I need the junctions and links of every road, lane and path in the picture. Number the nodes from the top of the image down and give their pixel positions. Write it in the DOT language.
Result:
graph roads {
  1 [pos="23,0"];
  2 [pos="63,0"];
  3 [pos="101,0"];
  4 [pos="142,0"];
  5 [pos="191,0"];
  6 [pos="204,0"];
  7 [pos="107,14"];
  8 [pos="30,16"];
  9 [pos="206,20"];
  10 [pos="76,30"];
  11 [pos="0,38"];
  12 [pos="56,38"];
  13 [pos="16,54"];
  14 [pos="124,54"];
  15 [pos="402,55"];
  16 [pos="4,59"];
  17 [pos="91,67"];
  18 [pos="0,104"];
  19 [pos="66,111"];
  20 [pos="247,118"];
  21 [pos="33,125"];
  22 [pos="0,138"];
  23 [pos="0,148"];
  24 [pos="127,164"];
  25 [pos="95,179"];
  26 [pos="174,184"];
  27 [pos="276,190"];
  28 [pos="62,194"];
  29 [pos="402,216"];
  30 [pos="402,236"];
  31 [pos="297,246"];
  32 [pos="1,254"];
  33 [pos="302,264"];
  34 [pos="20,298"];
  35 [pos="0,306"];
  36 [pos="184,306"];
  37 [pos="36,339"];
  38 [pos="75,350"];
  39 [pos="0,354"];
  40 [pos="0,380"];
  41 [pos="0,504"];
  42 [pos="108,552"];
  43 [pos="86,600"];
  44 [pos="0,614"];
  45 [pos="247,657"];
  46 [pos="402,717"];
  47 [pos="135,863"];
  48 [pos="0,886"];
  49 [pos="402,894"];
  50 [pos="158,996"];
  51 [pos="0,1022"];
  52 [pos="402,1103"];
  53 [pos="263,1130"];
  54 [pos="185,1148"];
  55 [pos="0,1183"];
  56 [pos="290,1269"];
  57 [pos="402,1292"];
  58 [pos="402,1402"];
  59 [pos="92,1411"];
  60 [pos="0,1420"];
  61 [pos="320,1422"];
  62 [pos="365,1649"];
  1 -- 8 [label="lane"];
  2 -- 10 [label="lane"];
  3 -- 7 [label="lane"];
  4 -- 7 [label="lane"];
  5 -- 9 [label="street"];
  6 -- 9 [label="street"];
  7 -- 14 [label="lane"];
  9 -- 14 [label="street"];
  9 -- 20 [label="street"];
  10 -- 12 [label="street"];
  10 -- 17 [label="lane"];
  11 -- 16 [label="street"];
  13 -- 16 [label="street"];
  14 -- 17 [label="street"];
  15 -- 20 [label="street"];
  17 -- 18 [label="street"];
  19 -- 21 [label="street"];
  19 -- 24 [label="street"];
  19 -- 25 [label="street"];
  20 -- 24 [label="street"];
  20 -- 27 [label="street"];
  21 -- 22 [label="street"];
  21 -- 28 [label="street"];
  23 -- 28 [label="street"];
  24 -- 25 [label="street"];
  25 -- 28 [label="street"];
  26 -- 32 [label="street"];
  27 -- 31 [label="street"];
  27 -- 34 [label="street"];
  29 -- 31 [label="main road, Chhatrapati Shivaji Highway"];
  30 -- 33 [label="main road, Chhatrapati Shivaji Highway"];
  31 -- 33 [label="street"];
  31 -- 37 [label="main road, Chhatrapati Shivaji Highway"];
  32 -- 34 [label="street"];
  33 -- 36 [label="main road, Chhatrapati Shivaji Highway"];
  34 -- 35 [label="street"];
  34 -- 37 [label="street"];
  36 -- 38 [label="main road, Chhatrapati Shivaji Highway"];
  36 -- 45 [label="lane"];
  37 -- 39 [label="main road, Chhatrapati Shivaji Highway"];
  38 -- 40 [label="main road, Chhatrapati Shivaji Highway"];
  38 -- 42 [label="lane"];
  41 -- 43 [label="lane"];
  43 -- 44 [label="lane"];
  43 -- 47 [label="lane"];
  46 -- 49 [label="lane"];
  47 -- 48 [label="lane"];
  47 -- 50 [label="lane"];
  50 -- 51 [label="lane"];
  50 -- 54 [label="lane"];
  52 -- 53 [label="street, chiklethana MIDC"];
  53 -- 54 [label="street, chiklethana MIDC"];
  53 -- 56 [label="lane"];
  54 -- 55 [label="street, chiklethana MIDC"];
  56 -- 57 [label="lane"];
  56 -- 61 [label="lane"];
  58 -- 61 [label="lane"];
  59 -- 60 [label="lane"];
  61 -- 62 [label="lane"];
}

» TASK GOAL:
Nothing in the records may be altered; restate them word for word.

» YOUR SOLUTION:
I need the junctions and links of every road, lane and path in the picture. Number the nodes from the top of the image down and give their pixel positions. Write it in the DOT language.
Result:
graph roads {
  1 [pos="23,0"];
  2 [pos="63,0"];
  3 [pos="101,0"];
  4 [pos="142,0"];
  5 [pos="191,0"];
  6 [pos="204,0"];
  7 [pos="107,14"];
  8 [pos="30,16"];
  9 [pos="206,20"];
  10 [pos="76,30"];
  11 [pos="0,38"];
  12 [pos="56,38"];
  13 [pos="16,54"];
  14 [pos="124,54"];
  15 [pos="402,55"];
  16 [pos="4,59"];
  17 [pos="91,67"];
  18 [pos="0,104"];
  19 [pos="66,111"];
  20 [pos="247,118"];
  21 [pos="33,125"];
  22 [pos="0,138"];
  23 [pos="0,148"];
  24 [pos="127,164"];
  25 [pos="95,179"];
  26 [pos="174,184"];
  27 [pos="276,190"];
  28 [pos="62,194"];
  29 [pos="402,216"];
  30 [pos="402,236"];
  31 [pos="297,246"];
  32 [pos="1,254"];
  33 [pos="302,264"];
  34 [pos="20,298"];
  35 [pos="0,306"];
  36 [pos="184,306"];
  37 [pos="36,339"];
  38 [pos="75,350"];
  39 [pos="0,354"];
  40 [pos="0,380"];
  41 [pos="0,504"];
  42 [pos="108,552"];
  43 [pos="86,600"];
  44 [pos="0,614"];
  45 [pos="247,657"];
  46 [pos="402,717"];
  47 [pos="135,863"];
  48 [pos="0,886"];
  49 [pos="402,894"];
  50 [pos="158,996"];
  51 [pos="0,1022"];
  52 [pos="402,1103"];
  53 [pos="263,1130"];
  54 [pos="185,1148"];
  55 [pos="0,1183"];
  56 [pos="290,1269"];
  57 [pos="402,1292"];
  58 [pos="402,1402"];
  59 [pos="92,1411"];
  60 [pos="0,1420"];
  61 [pos="320,1422"];
  62 [pos="365,1649"];
  1 -- 8 [label="lane"];
  2 -- 10 [label="lane"];
  3 -- 7 [label="lane"];
  4 -- 7 [label="lane"];
  5 -- 9 [label="street"];
  6 -- 9 [label="street"];
  7 -- 14 [label="lane"];
  9 -- 14 [label="street"];
  9 -- 20 [label="street"];
  10 -- 12 [label="street"];
  10 -- 17 [label="lane"];
  11 -- 16 [label="street"];
  13 -- 16 [label="street"];
  14 -- 17 [label="street"];
  15 -- 20 [label="street"];
  17 -- 18 [label="street"];
  19 -- 21 [label="street"];
  19 -- 24 [label="street"];
  19 -- 25 [label="street"];
  20 -- 24 [label="street"];
  20 -- 27 [label="street"];
  21 -- 22 [label="street"];
  21 -- 28 [label="street"];
  23 -- 28 [label="street"];
  24 -- 25 [label="street"];
  25 -- 28 [label="street"];
  26 -- 32 [label="street"];
  27 -- 31 [label="street"];
  27 -- 34 [label="street"];
  29 -- 31 [label="main road, Chhatrapati Shivaji Highway"];
  30 -- 33 [label="main road, Chhatrapati Shivaji Highway"];
  31 -- 33 [label="street"];
  31 -- 37 [label="main road, Chhatrapati Shivaji Highway"];
  32 -- 34 [label="street"];
  33 -- 36 [label="main road, Chhatrapati Shivaji Highway"];
  34 -- 35 [label="street"];
  34 -- 37 [label="street"];
  36 -- 38 [label="main road, Chhatrapati Shivaji Highway"];
  36 -- 45 [label="lane"];
  37 -- 39 [label="main road, Chhatrapati Shivaji Highway"];
  38 -- 40 [label="main road, Chhatrapati Shivaji Highway"];
  38 -- 42 [label="lane"];
  41 -- 43 [label="lane"];
  43 -- 44 [label="lane"];
  43 -- 47 [label="lane"];
  46 -- 49 [label="lane"];
  47 -- 48 [label="lane"];
  47 -- 50 [label="lane"];
  50 -- 51 [label="lane"];
  50 -- 54 [label="lane"];
  52 -- 53 [label="street, chiklethana MIDC"];
  53 -- 54 [label="street, chiklethana MIDC"];
  53 -- 56 [label="lane"];
  54 -- 55 [label="street, chiklethana MIDC"];
  56 -- 57 [label="lane"];
  56 -- 61 [label="lane"];
  58 -- 61 [label="lane"];
  59 -- 60 [label="lane"];
  61 -- 62 [label="lane"];
}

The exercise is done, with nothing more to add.